What a complete will should address

  1. Executor appointment — primary and alternate
  2. Guardian for minor children — and alternate
  3. Specific bequests — named gifts to individuals or charities
  4. Residue clause — who gets everything after specific gifts and debts
  5. Testamentary trust — if you have minor children, disabled dependants, or wish to stage an inheritance
  6. Burial/cremation wishes — not legally binding but helps family
  7. Digital estate clause — authorization for executor to access digital accounts
  8. Revocation clause — formally revokes all prior wills

Will creation options in Canada

OptionCostBest for
Willful (online)$99–$199Simple estates, no dependants with special needs
Epilogue (online)$119–$199Simple estates, couples
Notary (Quebec, BC)$150–$600BC/QC residents (notarial will is self-proving)
Estate lawyer (wills specialist)$300–$2,000+Business interests, trusts, complex assets
Holograph (handwritten)Free (DIY)Emergency, legal in most provinces but risky

What a will should cover

A well-drafted Canadian will typically addresses six areas:

SectionWhat it covers
Executor appointmentWho administers the estate and follows the will’s instructions
BeneficiariesWho receives what — specific bequests, residue, percentages
Guardian for minor childrenWho raises your children if both parents die
Testamentary trustsHolding assets for minor or disabled beneficiaries
Funeral and burial wishesCremation, burial, organ donation preferences
Digital assetsOnline accounts, cryptocurrency, social media

What happens without a will (intestate succession by province)

If you die without a will, each province has its own intestacy rules:

ProvinceSpouse getsChildren get
OntarioFirst $350,000 + half of remainderHalf of remainder split equally
BCFirst $300,000 + half of remainderHalf of remainder split equally
AlbertaFirst $150,000 + half of remainder (one child) or $150,000 + one-third (multiple)Remainder
QuebecHalf of family patrimony + half of remainderHalf of remainder

Common-law partners receive nothing under intestacy in most provinces — only legally married spouses have rights.

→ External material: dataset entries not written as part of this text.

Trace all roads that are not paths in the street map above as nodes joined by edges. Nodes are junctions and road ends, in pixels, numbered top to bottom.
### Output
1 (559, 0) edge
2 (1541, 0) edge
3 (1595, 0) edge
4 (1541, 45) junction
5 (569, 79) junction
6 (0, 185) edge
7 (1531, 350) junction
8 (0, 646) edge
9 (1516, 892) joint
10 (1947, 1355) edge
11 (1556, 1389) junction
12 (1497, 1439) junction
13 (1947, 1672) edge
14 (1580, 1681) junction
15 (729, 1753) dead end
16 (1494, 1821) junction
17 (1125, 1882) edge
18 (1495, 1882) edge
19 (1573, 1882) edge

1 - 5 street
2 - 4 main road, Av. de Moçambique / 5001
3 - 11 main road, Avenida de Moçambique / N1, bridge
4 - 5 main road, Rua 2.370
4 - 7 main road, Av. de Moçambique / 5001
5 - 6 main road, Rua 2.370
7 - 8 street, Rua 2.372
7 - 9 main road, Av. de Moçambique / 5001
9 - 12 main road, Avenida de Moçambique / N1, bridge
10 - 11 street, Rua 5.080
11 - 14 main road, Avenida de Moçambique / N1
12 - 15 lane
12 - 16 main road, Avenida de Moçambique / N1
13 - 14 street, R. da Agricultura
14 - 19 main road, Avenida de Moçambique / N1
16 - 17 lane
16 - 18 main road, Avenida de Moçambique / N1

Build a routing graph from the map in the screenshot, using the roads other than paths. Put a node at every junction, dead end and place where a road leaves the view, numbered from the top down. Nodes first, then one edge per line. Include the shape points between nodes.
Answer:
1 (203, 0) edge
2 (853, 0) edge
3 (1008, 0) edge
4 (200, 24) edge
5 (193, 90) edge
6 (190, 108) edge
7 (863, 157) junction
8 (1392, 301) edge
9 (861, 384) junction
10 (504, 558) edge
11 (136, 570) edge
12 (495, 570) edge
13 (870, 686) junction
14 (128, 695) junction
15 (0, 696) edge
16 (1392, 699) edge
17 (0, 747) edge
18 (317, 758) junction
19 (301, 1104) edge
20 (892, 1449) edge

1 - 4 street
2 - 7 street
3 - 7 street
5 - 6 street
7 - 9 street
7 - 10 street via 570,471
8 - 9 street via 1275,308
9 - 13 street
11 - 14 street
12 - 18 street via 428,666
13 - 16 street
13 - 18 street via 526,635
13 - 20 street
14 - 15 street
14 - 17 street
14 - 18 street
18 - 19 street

If you are in a common-law relationship without a will, your partner could receive nothing.

How to make your will legally valid in Canada

For a formal will to be valid:

  • You must be 18+ (or married, or in the armed forces — exceptions vary by province)
  • You must be of sound mind at the time of signing
  • It must be signed in front of two witnesses (who are not beneficiaries or their spouses)
  • Witnesses must also sign in your presence

A holograph will (entirely handwritten and signed by you) does not need witnesses and is valid in most Canadian provinces — but it is risky because handwritten documents are easily contested and ambiguous.

Frequently asked questions

How often should I update my will? Review your will after any major life event: marriage, divorce, birth of a child, death of a beneficiary, significant change in assets, or moving to a different province. As a general rule, review it every 3–5 years even without major changes. Marriage automatically revokes a will in most provinces; divorce does not — an ex-spouse named in a will may still inherit.

Can I write my own will in Canada? Yes. A holograph will (entirely handwritten in your own hand and signed) is legally valid in Ontario, Alberta, BC, and most other provinces. However, DIY wills are more frequently challenged, may miss important provisions (like a guardian clause or trust for minor children), and can create expensive probate complications. An online service or estate lawyer is recommended for any estate over $50,000.

Does a will avoid probate in Canada? No. A will must typically go through probate — a court process to confirm its validity. Probate fees range from 0% (Quebec, Alberta for estates under $150,000) to ~1.5% (Ontario) of the estate’s value. Some assets — like RRSP/TFSA accounts with named beneficiaries and jointly owned property — pass outside the will and avoid probate entirely.